By lunchtime, the humiliation wasn’t over. Sanchez and his crew waited for him in the cafeteria line. One of them “accidentally” bumped Adam’s tray, sending his food splattering across the floor. Mashed potatoes and gravy slid across his shoes.

“Oops,” Sanchez said smoothly, clapping Adam on the back. “Careful, rat-boy. Don’t slip.”

The cafeteria roared with laughter. Adam froze, fists shaking, humiliation boiling into a heat that felt dangerous.

Then it happened again—shadows flickered at the edges of his vision. The overhead lights buzzed and dimmed for a heartbeat. Nobody else seemed to notice.

Adam stared at the mess on the floor, chest heaving.

Not yet, a voice whispered faintly in his mind. But soon.

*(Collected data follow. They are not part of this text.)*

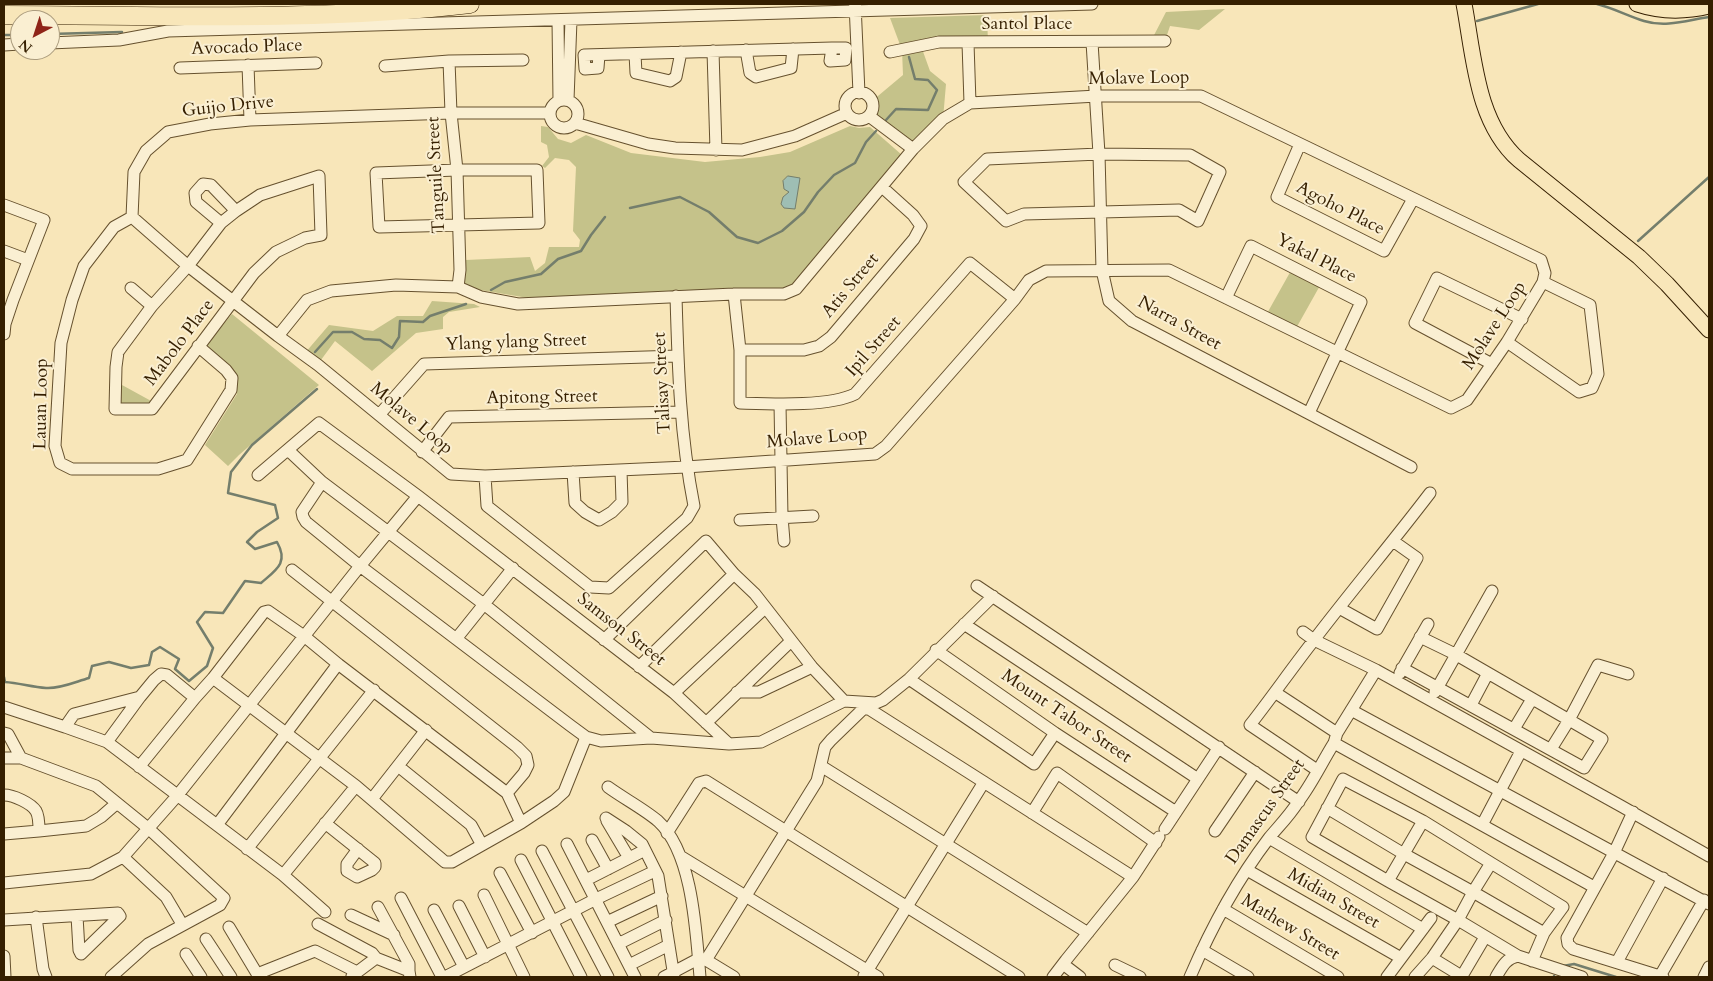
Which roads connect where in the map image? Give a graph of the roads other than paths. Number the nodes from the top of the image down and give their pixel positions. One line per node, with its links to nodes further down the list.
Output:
1 (470, 4): 7 (highway)
2 (1092, 4): 6 (street)
3 (1464, 4): 66 (main road)
4 (1637, 4): 5 (main road)
5 (1709, 6)
6 (855, 7): 9 (street); 28 (street)
7 (4, 15)
8 (558, 20): 9 (street); 12 (street); 30 (street)
9 (571, 20): 30 (street)
10 (1165, 41): 11 (street, Santol Place)
11 (1092, 42): 13 (street, Santol Place); 29 (street, Narra Street)
12 (60, 43)
13 (968, 43): 19 (street, Santol Place); 31 (street)
14 (832, 48): 15 (street)
15 (793, 49): 16 (street); 16 (street)
16 (746, 50): 17 (street)
17 (713, 51): 18 (street); 40 (street)
18 (681, 52): 20 (street); 20 (street)
19 (890, 52)
20 (635, 54): 21 (street)
21 (599, 55)
22 (523, 60): 23 (street)
23 (449, 61): 26 (street); 32 (street, Tanguile Street)
24 (316, 63): 25 (street, Avocado Place)
25 (248, 65): 27 (street, Avocado Place); 36 (street)
26 (385, 66)
27 (180, 68)
28 (859, 92): 34 (street); 35 (street)
29 (1097, 96): 31 (street, Molave Loop); 38 (street, Molave Loop); 41 (street, Narra Street)
30 (564, 100): 33 (street); 37 (street)
31 (970, 103): 39 (street, Molave Loop)
32 (451, 113): 33 (street, Guijo Drive); 36 (street, Guijo Drive); 42 (street, Tanguile Street)
33 (550, 113): 37 (street)
34 (847, 113): 35 (street); 40 (street)
35 (869, 116): 39 (street)
36 (250, 120): 48 (street, Guijo Drive)
37 (575, 124): 40 (street)
38 (1300, 144): 44 (street, Molave Loop); 44 (street, Agoho Place)
39 (913, 149): 43 (street, Molave Loop)
40 (716, 150)
41 (1100, 154): 47 (street, Narra Street); 47 (street); 47 (street)
42 (457, 170): 50 (street, Tanguile Street); 50 (street); 50 (street)
43 (882, 187): 58 (street, Molave Loop); 71 (street, Atis Street)
44 (1413, 199): 55 (street, Molave Loop)
45 (4, 204): 52 (street)
46 (236, 211): 49 (street, Mabolo Place); 49 (street); 63 (street, Mabolo Place)
47 (1100, 212): 54 (street, Narra Street)
48 (132, 217): 53 (street); 70 (street, Lauan Loop)
49 (221, 223): 53 (street, Mabolo Place)
50 (458, 226): 56 (street, Tanguile Street)
51 (4, 251): 52 (street)
52 (28, 260): 60 (street)
53 (188, 266): 63 (street); 64 (street, Mabolo Place)
54 (1102, 270): 61 (street, Molave Loop); 62 (street, Molave Loop); 77 (street, Narra Street)
55 (1543, 282): 65 (street, Molave Loop); 69 (street)
56 (458, 287): 59 (street, Molave Loop); 68 (street, Molave Loop)
57 (131, 288): 64 (street)
58 (734, 294): 59 (street, Molave Loop); 71 (street, Ipil Street)
59 (676, 296): 73 (street, Talisay Street)
60 (8, 298): 67 (street)
61 (1226, 298): 72 (street, Molave Loop); 72 (street, Yakal Place)
62 (1015, 299): 75 (street, Ipil Street); 81 (street, Molave Loop)
63 (233, 301): 68 (street); 70 (street, Mabolo Place)
64 (152, 306): 70 (street, Mabolo Place)
65 (1522, 319): 69 (street, Molave Loop); 74 (street)
66 (1709, 330)
67 (4, 334)
68 (278, 336): 78 (street, Molave Loop)
69 (1507, 342): 74 (street, Molave Loop)
70 (198, 346)
71 (740, 350): 75 (street, Ipil Street)
72 (1337, 353): 74 (street, Molave Loop); 77 (street, Yakal Place)
73 (678, 356): 76 (street, Talisay Street); 78 (street, Ylang ylang Street)
74 (1492, 364)
75 (780, 404): 81 (street)
76 (680, 412): 80 (street, Apitong Street); 82 (street, Talisay Street)
77 (1309, 413): 83 (street, Narra Street)
78 (379, 415): 80 (street, Molave Loop)
79 (288, 450): 86 (street); 88 (street); 90 (street, Samson Street)
80 (422, 452): 87 (street, Molave Loop)
81 (781, 461): 82 (street, Molave Loop); 92 (street)
82 (686, 467): 84 (street, Molave Loop); 87 (street, Talisay Street)
83 (1410, 467)
84 (621, 470): 85 (street, Molave Loop); 85 (street)
85 (574, 472): 87 (street, Molave Loop)
86 (258, 475)
87 (485, 476)
88 (322, 482): 94 (street); 97 (street)
89 (1430, 493): 96 (street)
90 (418, 496): 94 (street); 98 (street, Samson Street)
91 (813, 516): 92 (street)
92 (782, 517): 93 (street); 95 (street)
93 (740, 520)
94 (389, 532): 97 (street); 105 (street)
95 (784, 540)
96 (1393, 541): 107 (street); 107 (street)
97 (360, 566): 104 (street); 113 (street)
98 (512, 568): 105 (street); 114 (street, Samson Street)
99 (292, 570): 104 (street)
100 (734, 574): 106 (street); 114 (street); 120 (street)
101 (978, 586): 103 (street)
102 (1492, 591): 118 (street)
103 (993, 596): 108 (street); 156 (street)
104 (332, 602): 111 (street); 172 (street)
105 (485, 604): 113 (street); 152 (street)
106 (765, 608): 116 (street); 133 (street)
107 (1340, 608): 115 (street)
108 (964, 624): 117 (street); 167 (street)
109 (1428, 624): 112 (street)
110 (1303, 632): 115 (street)
111 (304, 636): 119 (street); 126 (street); 139 (street)
112 (1420, 637): 118 (street); 122 (street)
113 (456, 639): 151 (street)
114 (604, 640): 120 (street, Samson Street)
115 (1314, 640): 123 (street); 132 (street)
116 (791, 642): 121 (street); 131 (street)
117 (936, 650): 127 (street); 148 (street, Mount Tabor Street)
118 (1455, 654): 124 (street); 129 (street)
119 (338, 664): 130 (street); 150 (street)
120 (639, 666): 133 (street, Samson Street)
121 (812, 667): 131 (street); 138 (street)
122 (1402, 668): 128 (street); 129 (street)
123 (1376, 670): 128 (street); 142 (street, Damascus Street)
124 (1488, 673): 136 (street); 140 (street)
125 (1628, 674): 143 (street)
126 (213, 678): 135 (street); 139 (street)
127 (909, 679): 138 (street); 148 (street)
128 (1395, 681): 137 (street)
129 (1437, 687): 137 (street); 140 (street)
130 (374, 690): 147 (street); 161 (street)
131 (737, 692): 144 (street)
132 (1276, 693): 153 (street); 165 (street)
133 (674, 694): 144 (street, Samson Street)
134 (140, 697): 135 (street); 145 (street); 154 (street)
135 (195, 698): 164 (street)
136 (1532, 699): 143 (street); 146 (street)
137 (1430, 700): 158 (street)
138 (844, 701): 155 (street)
139 (249, 705): 150 (street); 174 (street)
140 (1471, 705): 146 (street)
141 (4, 707): 145 (street)
142 (1351, 710): 153 (street, Damascus Street); 171 (street)
143 (1569, 720): 157 (street); 157 (street)
144 (706, 723): 155 (street, Samson Street)
145 (65, 727): 154 (street)
146 (1514, 728): 157 (street)
147 (426, 730): 162 (street); 172 (street)
148 (1055, 732): 180 (street, Mount Tabor Street)
149 (4, 733): 160 (street)
150 (285, 733): 161 (street); 185 (street)
151 (586, 737): 152 (street); 184 (street)
152 (651, 738): 155 (street)
153 (1335, 738): 165 (street, Damascus Street); 186 (street)
154 (107, 742): 164 (street)
155 (729, 744)
156 (1219, 747): 166 (street); 167 (street)
157 (1551, 749)
158 (1521, 751): 171 (street); 181 (street)
159 (4, 758): 160 (street)
160 (21, 758): 176 (street)
161 (319, 758): 169 (street); 199 (street)
162 (398, 766): 175 (street); 198 (street)
163 (821, 766): 168 (street); 189 (street); 197 (street)
164 (140, 767): 174 (street)
165 (1317, 770): 177 (street, Damascus Street)
166 (1255, 772): 177 (street); 190 (street)
167 (1198, 779): 180 (street)
168 (984, 782): 179 (street); 197 (street)
169 (356, 786): 175 (street); 183 (street)
170 (608, 787): 191 (street)
171 (1500, 791): 186 (street); 203 (street)
172 (507, 793): 184 (street)
173 (4, 795): 188 (street)
174 (177, 796): 185 (street); 187 (street)
175 (372, 800): 198 (street)
176 (116, 802): 187 (street); 188 (street)
177 (1299, 802): 194 (street, Damascus Street)
178 (1327, 808): 182 (street); 204 (street); 219 (street)
179 (1032, 812): 193 (street); 216 (street)
180 (1176, 812): 193 (street)
181 (1633, 812): 203 (street); 206 (street)
182 (1422, 821): 204 (street); 210 (street)
183 (325, 823): 200 (street); 215 (street)
184 (521, 823): 198 (street)
185 (217, 825): 199 (street)
186 (1482, 825): 221 (street)
187 (149, 829): 207 (street); 245 (street)
188 (39, 831): 192 (street)
189 (785, 832): 191 (street); 224 (street); 231 (street)
190 (1216, 832)
191 (667, 833): 205 (street)
192 (4, 834)
193 (1160, 836): 216 (street)
194 (1269, 838): 212 (street, Damascus Street); 248 (street)
195 (592, 840): 211 (street)
196 (567, 844): 218 (street)
197 (945, 844): 231 (street); 250 (street)
198 (482, 845)
199 (247, 849): 215 (street)
200 (358, 849)
201 (644, 850): 208 (street); 208 (street); 213 (street)
202 (542, 851): 234 (street)
203 (1614, 853): 217 (street); 221 (street)
204 (1404, 854): 219 (street); 222 (street)
205 (680, 856): 224 (street); 266 (street)
206 (1709, 856)
207 (123, 857): 220 (street); 245 (street)
208 (629, 858): 211 (street)
209 (521, 860): 243 (street)
210 (1491, 863): 222 (street); 251 (street)
211 (608, 869): 218 (street)
212 (1247, 870): 232 (street, Damascus Street); 264 (street, Midian Street)
213 (655, 871): 225 (street); 227 (street)
214 (500, 873): 249 (street)
215 (283, 875): 235 (street)
216 (1133, 877): 250 (street)
217 (1663, 878): 228 (street); 268 (street)
218 (586, 880): 227 (street)
219 (1388, 881): 242 (street)
220 (4, 883)
221 (1594, 887): 268 (street)
222 (1473, 892): 242 (street); 251 (street)
223 (484, 895): 256 (street)
224 (746, 895): 266 (street); 275 (street)
225 (662, 896): 241 (street); 244 (street)
226 (401, 898): 284 (street)
227 (596, 899): 234 (street); 244 (street)
228 (1706, 902): 304 (street)
229 (459, 906): 262 (street)
230 (378, 907): 252 (street)
231 (906, 907): 275 (street); 292 (street)
232 (1223, 909): 258 (street, Damascus Street); 298 (street, Mathew Street)
233 (434, 910): 273 (street)
234 (574, 911): 243 (street); 287 (street)
235 (325, 912)
236 (351, 915): 252 (street)
237 (77, 916): 238 (street)
238 (36, 918): 240 (street); 280 (street)
239 (1431, 918): 248 (street)
240 (4, 920)
241 (666, 920): 255 (street); 257 (street)
242 (1458, 920): 253 (street); 265 (street)
243 (552, 922): 249 (street); 286 (street)
244 (607, 922): 255 (street)
245 (182, 924): 281 (street)
246 (318, 924): 263 (street)
247 (229, 927): 277 (street)
248 (1423, 929): 264 (street)
249 (532, 933): 256 (street)
250 (1088, 933): 269 (street)
251 (1544, 933): 267 (street)
252 (394, 935): 274 (street)
253 (1485, 936): 261 (street); 301 (street)
254 (206, 939): 283 (street)
255 (618, 944): 270 (street)
256 (508, 945): 262 (street); 285 (street)
257 (669, 945): 270 (street); 278 (street)
258 (1202, 950): 296 (street, Damascus Street); 297 (street)
259 (186, 954): 282 (street)
260 (4, 956): 279 (street)
261 (1518, 956): 267 (street); 302 (street)
262 (485, 957): 273 (street)
263 (376, 958): 274 (street); 276 (street)
264 (1401, 958): 299 (street)
265 (1432, 958): 300 (street); 301 (street)
266 (702, 960): 278 (street); 289 (street); 290 (street)
267 (1532, 961): 303 (street)
268 (1617, 962): 304 (street)
269 (1063, 964): 293 (street); 294 (street)
270 (629, 965): 288 (street)
271 (1115, 965): 295 (street)
272 (1709, 967): 305 (street)
273 (464, 968): 284 (street)
274 (410, 974)
275 (865, 974): 291 (street)
276 (354, 975): 277 (street)
277 (258, 976)
278 (670, 976)
279 (5, 977)
280 (46, 977)
281 (111, 977)
282 (201, 977)
283 (231, 977)
284 (444, 977)
285 (524, 977)
286 (581, 977)
287 (608, 977)
288 (635, 977)
289 (700, 977)
290 (734, 977)
291 (878, 977)
292 (1019, 977)
293 (1053, 977)
294 (1080, 977)
295 (1140, 977)
296 (1190, 977)
297 (1248, 977)
298 (1338, 977)
299 (1386, 977)
300 (1415, 977)
301 (1462, 977)
302 (1496, 977)
303 (1581, 977)
304 (1662, 977)
305 (1704, 977)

He dropped the tray, turned, and left the cafeteria without a word. Behind him, the laughter followed like a curse.

*******************

Walking home, the sun dipped lower, painting the sky orange. Kids in groups passed him on bikes, yelling jokes to each other. He kept his head down, clutching his backpack straps tighter. Nobody called his name. Nobody waved. That was normal.

At home, the house was as silent as it had been that morning.

His mother’s shoes weren’t by the door, and his father’s jacket wasn’t on the hook. Both worked late shifts, sometimes overnight. They always said it was “for him,” but Adam wondered if it was just an excuse to avoid being here.

He microwaved leftover noodles, the hum of the machine filling the kitchen. When the timer beeped, he ate standing by the counter, staring blankly out the window into the dim backyard.

The neighbor’s kids were outside, laughing as they kicked a soccer ball. Adam’s chest tightened. He turned away, throwing the rest of the food into the sink.

Upstairs, his room felt safer. Controlled. His bed was neatly made, the shelves lined with books organized by subject: physics, astronomy, programming.

Piles of dismantled computer parts cluttered one corner — his attempt at building something that worked better than people.

He sat at his desk, booting up his laptop. Online forums were the only places he could talk without being laughed at. Here, people respected him — or at least his intelligence.

> User: DarkMatter89

People are cruel because they fear what they don’t understand.

Adam stared at the post he’d just written. His hands hovered over the keyboard, but no one replied. They never did.

He shut the laptop. The silence grew heavier.

---

Later, in the bathroom, Adam studied his reflection. His pale face stared back, framed by messy hair and crooked glasses. He leaned closer.

“Pathetic,” he muttered under his breath. “You let them walk all over you. You let him humiliate you.”

His reflection almost seemed to sneer back. For a split second, the lips curled — a cruel smile that wasn’t his own. His stomach dropped. He stumbled back, blinking rapidly.

But it was gone. Just him again.

He gripped the edges of the sink until his knuckles whitened.

I’m imagining things, he thought. Stress. That’s all.

But as he turned off the light and left the bathroom, he swore he heard a faint whisper behind him.

Weak… but not for long.

He froze in the dark hallway. His heart thudded. The air felt colder than it had a second ago.

“Who’s there?” he whispered, but the house was silent.

When he finally crawled into bed, he buried himself under the blanket, eyes squeezed shut. Sleep came in restless fragments.

In one of those fragments, he dreamed of standing in the forest, alone, with hundreds of eyes glowing faintly in the shadows around him. None of them blinked. None of them moved.

And when he woke in a cold sweat, he was certain — something had been watching him.